Pienso en la memoria, la memoria del cuerpo que, a su vez, es un sentido más en donde los sentidos del cuerpo toman formas abstractas e infinitas, los recuerdos. Me pregunto por la herencia de ese sentido, por la memoria familiar que se imprime en nuestro cuerpo, en nuestros recuerdos. Y pienso en nosotres, les ticaragüenses,  mezcla de herida abierta y costoso bienestar, en ese vivir con un dolor que otres dejaron atrás por nosotras pero que sentimos y aún nos sangra.

Sobre la negativa a brindarnos un sentido de pertenencia y el derecho a abrazarnos a nuestra memoria, reconozco a la identidad nacional como un monstruo que se alimenta de sus propios discursos y actos de odio, que golpean nuestras existencias indefinidas.
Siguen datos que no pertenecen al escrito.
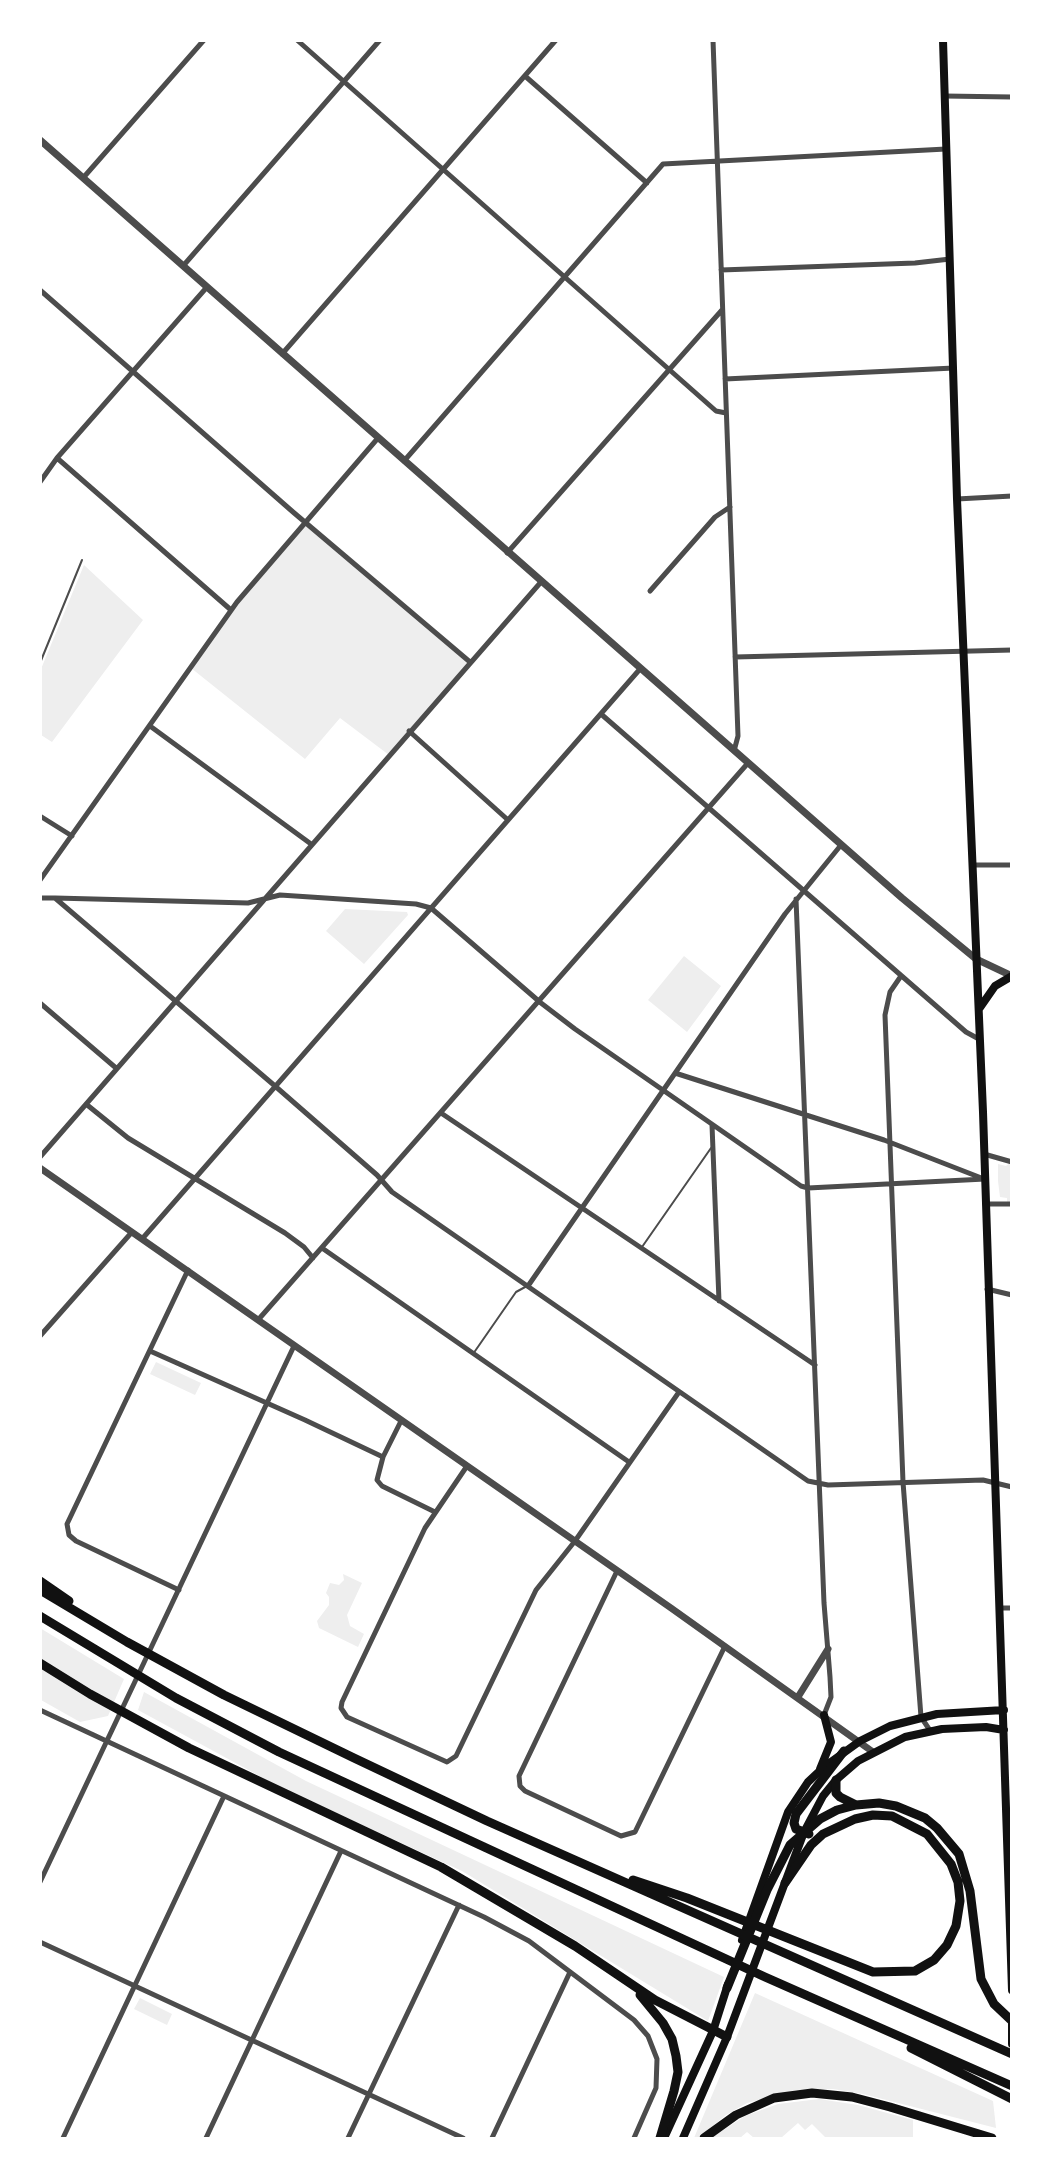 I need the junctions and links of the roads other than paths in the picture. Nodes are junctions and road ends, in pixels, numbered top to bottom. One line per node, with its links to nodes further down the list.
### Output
1 (204, 40): 15 (street)
2 (297, 40): 8 (street)
3 (380, 40): 8 (street)
4 (556, 40): 7 (street)
5 (712, 40): 13 (street)
6 (943, 40): 9 (main road)
7 (525, 76): 14 (street); 16 (street)
8 (343, 82): 14 (street); 18 (street)
9 (945, 96): 10 (street); 12 (main road)
10 (1011, 98)
11 (40, 140): 15 (street)
12 (946, 149): 13 (street); 17 (main road)
13 (717, 161): 16 (street); 19 (street)
14 (443, 170): 20 (street); 24 (street)
15 (84, 178): 18 (street)
16 (647, 183): 20 (street)
17 (950, 259): 19 (street); 25 (main road)
18 (183, 266): 21 (street)
19 (721, 270): 23 (street)
20 (565, 277): 26 (street); 32 (street)
21 (207, 287): 24 (street); 27 (street)
22 (40, 290): 27 (street)
23 (722, 309): 26 (street); 28 (street)
24 (282, 354): 30 (street)
25 (954, 368): 28 (street); 35 (main road)
26 (669, 370): 29 (street); 38 (street)
27 (133, 371): 31 (street); 37 (street)
28 (725, 378): 29 (street)
29 (726, 413): 36 (street)
30 (378, 438): 32 (street); 37 (street)
31 (57, 458): 33 (street); 42 (street)
32 (404, 461): 38 (street)
33 (40, 482)
34 (1011, 496): 35 (street)
35 (957, 499): 44 (main road)
36 (730, 507): 41 (street); 45 (street)
37 (306, 521): 42 (street); 46 (street)
38 (507, 552): 40 (street)
39 (82, 560): 47 (lane)
40 (540, 582): 46 (street); 48 (street)
41 (650, 591)
42 (231, 610): 50 (street)
43 (1011, 650): 44 (street)
44 (964, 651): 45 (street); 60 (main road)
45 (735, 657): 52 (street)
46 (470, 662): 51 (street)
47 (40, 663)
48 (640, 669): 49 (street); 52 (street)
49 (601, 714): 54 (street); 56 (street)
50 (150, 726): 57 (street); 58 (street)
51 (410, 731): 56 (street); 58 (street)
52 (734, 751): 53 (street)
53 (748, 763): 54 (street); 59 (street)
54 (709, 808): 63 (street); 73 (street)
55 (40, 816): 57 (street)
56 (508, 820): 68 (street)
57 (72, 836): 62 (street)
58 (311, 844): 66 (street)
59 (841, 845): 63 (street); 69 (street)
60 (973, 865): 61 (street); 69 (main road)
61 (1011, 865)
62 (40, 880)
63 (803, 890): 67 (street); 70 (street)
64 (40, 898): 65 (street)
65 (55, 898): 66 (street); 72 (street)
66 (264, 898): 68 (street); 72 (street)
67 (796, 899): 78 (street); 83 (street)
68 (431, 908): 73 (street); 79 (street)
69 (976, 959): 71 (street); 75 (main road)
70 (901, 976): 76 (street); 85 (street)
71 (1011, 976): 75 (main road)
72 (174, 1000): 77 (street); 79 (street)
73 (539, 1001): 80 (street); 82 (street)
74 (40, 1003): 77 (street)
75 (979, 1009): 76 (main road)
76 (980, 1035): 87 (main road)
77 (116, 1068): 81 (street)
78 (675, 1073): 80 (street); 83 (street)
79 (275, 1086): 91 (street); 93 (street)
80 (663, 1090): 84 (street); 98 (street)
81 (86, 1104): 88 (street); 91 (street)
82 (441, 1113): 93 (street); 98 (street)
83 (805, 1115): 85 (street); 95 (street)
84 (712, 1125): 86 (street); 95 (street)
85 (890, 1142): 92 (street); 94 (street)
86 (713, 1146): 102 (lane); 108 (street)
87 (984, 1154): 89 (street); 92 (main road)
88 (40, 1156)
89 (1011, 1162)
90 (40, 1168): 99 (street)
91 (194, 1179): 100 (street); 103 (street)
92 (985, 1179): 94 (street); 96 (main road)
93 (381, 1181): 101 (street); 105 (street)
94 (892, 1184): 95 (street); 121 (street)
95 (808, 1188): 114 (street)
96 (985, 1204): 97 (street); 106 (main road)
97 (1011, 1204)
98 (580, 1209): 102 (street); 105 (street)
99 (132, 1232): 100 (street); 110 (street)
100 (142, 1239): 104 (street)
101 (322, 1248): 103 (street); 113 (street)
102 (640, 1249): 108 (street)
103 (313, 1258): 109 (street)
104 (188, 1270): 109 (street); 112 (street)
105 (528, 1286): 113 (lane); 115 (street)
106 (987, 1288): 107 (street); 123 (main road)
107 (1011, 1295)
108 (719, 1301): 114 (street)
109 (258, 1320): 111 (street)
110 (40, 1336)
111 (294, 1346): 116 (street); 117 (street)
112 (150, 1351): 116 (street); 130 (street)
113 (473, 1353): 119 (street)
114 (815, 1365): 122 (street)
115 (679, 1392): 119 (street); 122 (street)
116 (266, 1405): 118 (street); 130 (street)
117 (401, 1420): 118 (street); 120 (street)
118 (383, 1457): 125 (street)
119 (629, 1462): 126 (street)
120 (467, 1466): 125 (street); 126 (street)
121 (903, 1482): 122 (street); 123 (street); 142 (street)
122 (820, 1484): 136 (street)
123 (994, 1484): 124 (street); 131 (main road)
124 (1011, 1487)
125 (435, 1512): 126 (street)
126 (575, 1541): 127 (street)
127 (617, 1571): 135 (street); 135 (street)
128 (40, 1581): 134 (highway)
129 (40, 1590): 134 (highway)
130 (179, 1590): 146 (street)
131 (999, 1608): 132 (street); 140 (main road)
132 (1011, 1608)
133 (40, 1617): 174 (highway)
134 (127, 1642): 157 (highway)
135 (725, 1646): 138 (street)
136 (828, 1649): 138 (street); 141 (street)
137 (40, 1663): 164 (highway)
138 (798, 1697): 141 (street)
139 (40, 1710): 146 (street)
140 (1004, 1710): 142 (main road); 143 (main road)
141 (824, 1715): 145 (street); 149 (main road)
142 (921, 1717): 144 (street); 145 (main road)
143 (1008, 1730): 144 (main road); 155 (main road)
144 (931, 1731): 148 (main road)
145 (860, 1741): 147 (main road); 148 (street)
146 (107, 1742): 151 (street); 158 (street)
147 (844, 1751): 149 (main road); 153 (highway)
148 (873, 1752): 150 (main road)
149 (818, 1773): 166 (main road)
150 (836, 1780): 152 (highway); 153 (main road)
151 (224, 1796): 156 (street); 165 (street)
152 (856, 1805): 153 (highway); 168 (highway)
153 (804, 1832): 154 (highway); 159 (main road); 166 (highway)
154 (823, 1834): 157 (highway); 159 (highway)
155 (1009, 1839): 162 (main road)
156 (341, 1851): 160 (street); 171 (street)
157 (576, 1860): 173 (highway)
158 (40, 1882)
159 (785, 1883): 170 (main road)
160 (459, 1905): 163 (street); 176 (street)
161 (40, 1942): 165 (street)
162 (1011, 1952): 167 (main road)
163 (570, 1972): 182 (street); 183 (street)
164 (626, 1981): 169 (highway); 184 (highway)
165 (134, 1986): 171 (street); 178 (street)
166 (727, 1988): 169 (main road)
167 (1011, 1990)
168 (1011, 2022): 172 (main road)
169 (713, 2031): 170 (highway); 184 (main road)
170 (727, 2037): 185 (main road)
171 (252, 2040): 176 (street); 179 (street)
172 (1011, 2044)
173 (1011, 2054)
174 (968, 2072): 175 (highway); 177 (highway)
175 (1011, 2086)
176 (369, 2095): 180 (street); 181 (street)
177 (1011, 2099)
178 (63, 2139)
179 (206, 2139)
180 (348, 2139)
181 (463, 2139)
182 (492, 2139)
183 (634, 2139)
184 (662, 2139)
185 (683, 2139)
186 (704, 2139): 187 (highway)
187 (992, 2139)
Nunca vamos a ser suficiente para tener cabida dentro de una identidad o la otra, portamos la mancha de los odios recíprocos entre ambas naciones. No importa si estamos allá o acá, se nos escapará algún síntoma que nos deje en evidencia.

Migré a la Ciudad de México hace seis años, aquí, a 3000 km de distancia de casa, me reencontré con otras personas nicaragüenses que, por sus razones, también salieron del país. Quienes han salido de su lugar de nacimiento saben de la dicha que da encontrarse con voces familiares, códigos reconocibles, el calor de la propia tierra, pero mis síntomas se dejaron ver, ya no hago un esfuerzo por ocultarlos, soy limbo y mezcla. No hizo falta mucho para recibir el recordatorio, para escuchar aquello que pensé que había quedado atrás para mi, que “El río San Juan es nica”, como si yo no hubiera visto con mis propios ojos la propaganda del tirano que en apariencia alcanzó a impregnarse hasta en el discurso de quienes huyen de él. Volví a encontrarme de frente con mi enfermedad, mi mancha, mi forma rara de pronunciar la erre.

Serán generaciones enteras a las que les toque reinventarse en nuevos territorios. Miles de niñes de familias nicaragüenses en exilio nacerán en otros suelos con una incierta posibilidad de retorno. Nos tomará la vida reconocer, enunciar y sanar estas heridas.

Escribo esto para nosotres, nos reconozco como parte de este prolongado éxodo que más que una circunstancia es una condición. En nuestra indefinición, existimos.